#### Exercise objective
Copy out every line of the records in which "main" can be found.

#### Provided data
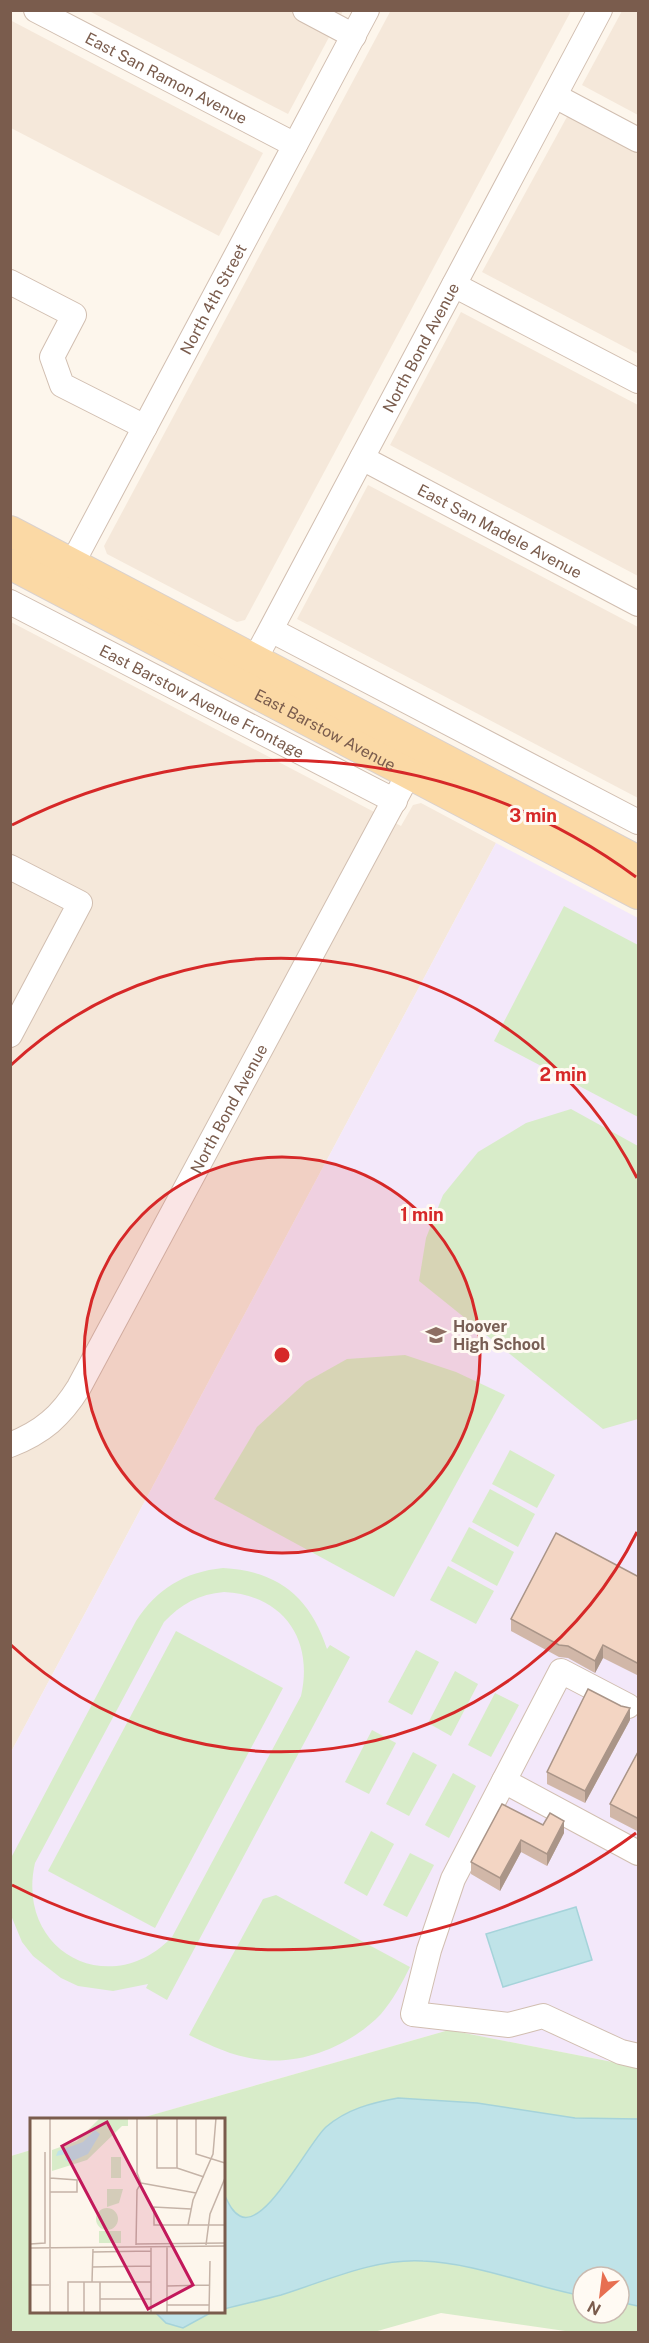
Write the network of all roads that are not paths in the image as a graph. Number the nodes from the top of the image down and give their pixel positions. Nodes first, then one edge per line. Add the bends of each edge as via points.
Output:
1 (36, 10) edge
2 (305, 10) edge
3 (367, 10) edge
4 (600, 10) edge
5 (354, 36) junction
6 (555, 96) junction
7 (639, 140) edge
8 (295, 146) junction
9 (10, 282) edge
10 (454, 285) junction
11 (639, 381) edge
12 (145, 427) junction
13 (362, 458) junction
14 (10, 531) edge
15 (10, 564) edge
16 (65, 576) junction
17 (10, 602) edge
18 (639, 604) edge
19 (270, 630) junction
20 (249, 672) junction
21 (416, 761) junction
22 (395, 801) junction
23 (639, 822) edge
24 (639, 861) edge
25 (10, 867) edge
26 (639, 894) edge
27 (10, 1035) edge
28 (10, 1445) edge
29 (628, 1706) edge
30 (504, 1781) junction
31 (639, 1853) edge
32 (636, 2051) edge

1 - 8 street, East San Ramon Avenue
2 - 5 street
3 - 5 street, North 4th Street
4 - 6 street, North Bond Avenue
5 - 8 street, North 4th Street
6 - 7 street
6 - 10 street, North Bond Avenue
8 - 12 street, North 4th Street
9 - 12 street via 74,315 52,357 62,385
10 - 11 street
10 - 13 street, North Bond Avenue
12 - 16 street, North 4th Street
13 - 18 street, East San Madele Avenue
13 - 19 street, North Bond Avenue
14 - 16 main road, East Barstow Avenue
15 - 16 main road, East Barstow Avenue
16 - 20 main road, East Barstow Avenue
17 - 22 street, East Barstow Avenue Frontage
19 - 20 street, North Bond Avenue
19 - 23 street
20 - 21 main road, East Barstow Avenue
21 - 22 street, North Bond Avenue
21 - 24 main road, East Barstow Avenue
21 - 26 main road, East Barstow Avenue
22 - 28 street, North Bond Avenue via 80,1387 48,1426
25 - 27 street via 80,903
29 - 30 street via 561,1671
30 - 31 street
30 - 32 street via 453,1879 413,2014 509,2025 543,2016 621,2052

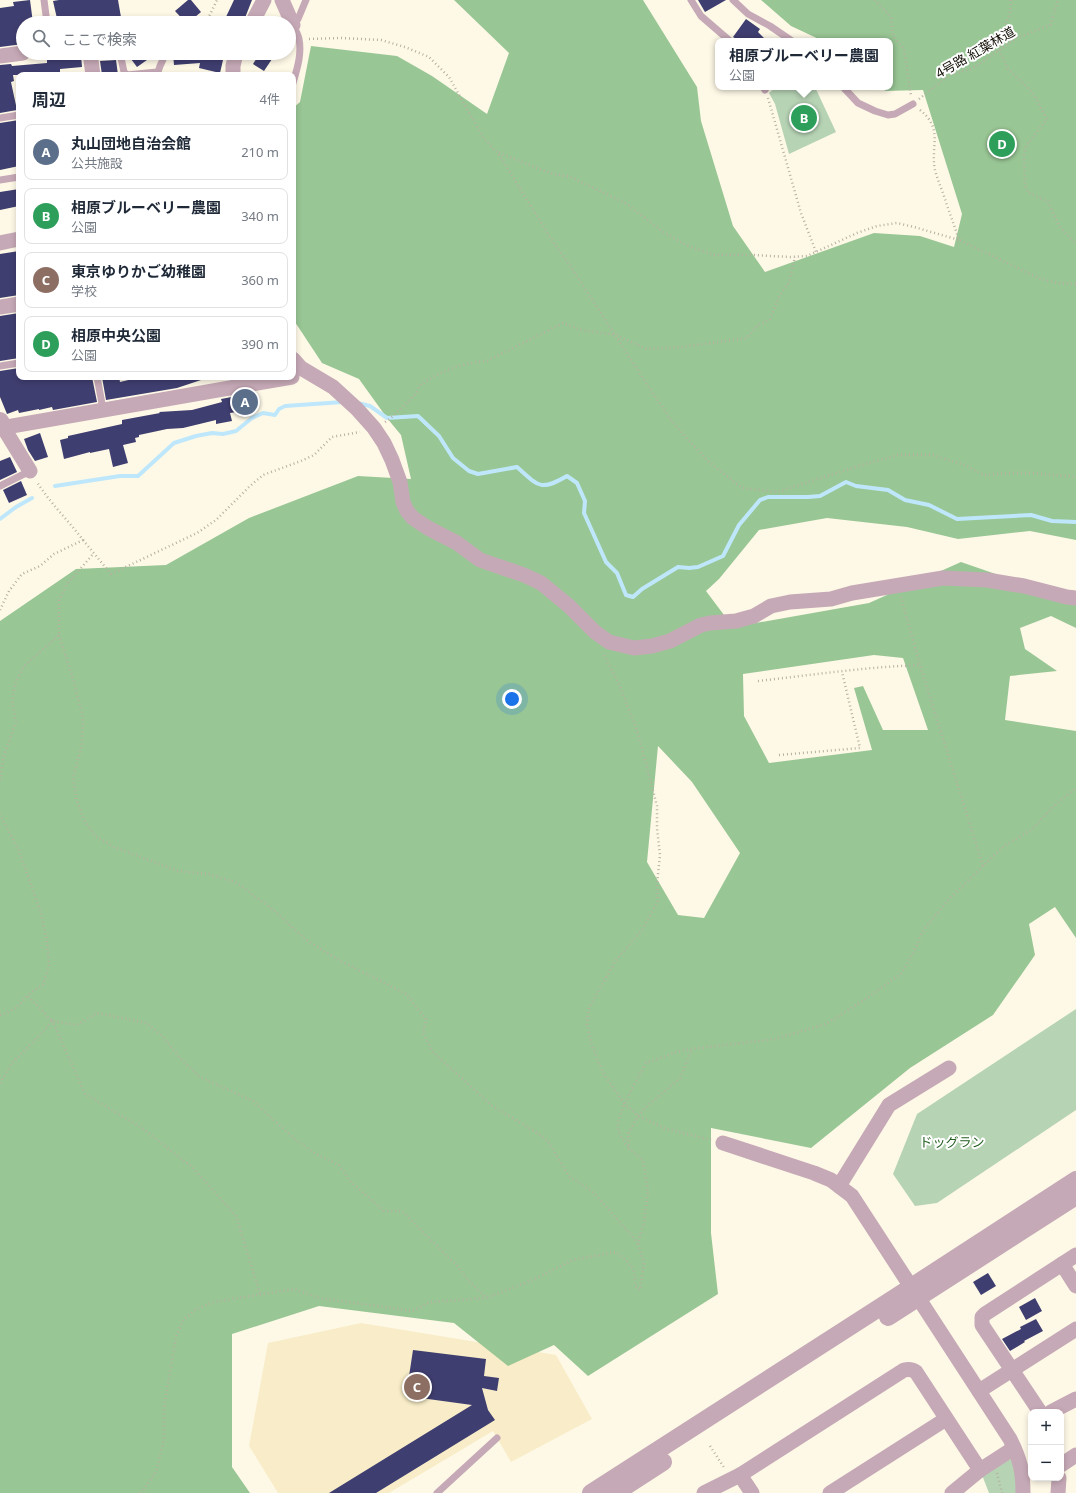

#### Task answer
14 - 16 main road, East Barstow Avenue
15 - 16 main road, East Barstow Avenue
16 - 20 main road, East Barstow Avenue
20 - 21 main road, East Barstow Avenue
21 - 24 main road, East Barstow Avenue
21 - 26 main road, East Barstow Avenue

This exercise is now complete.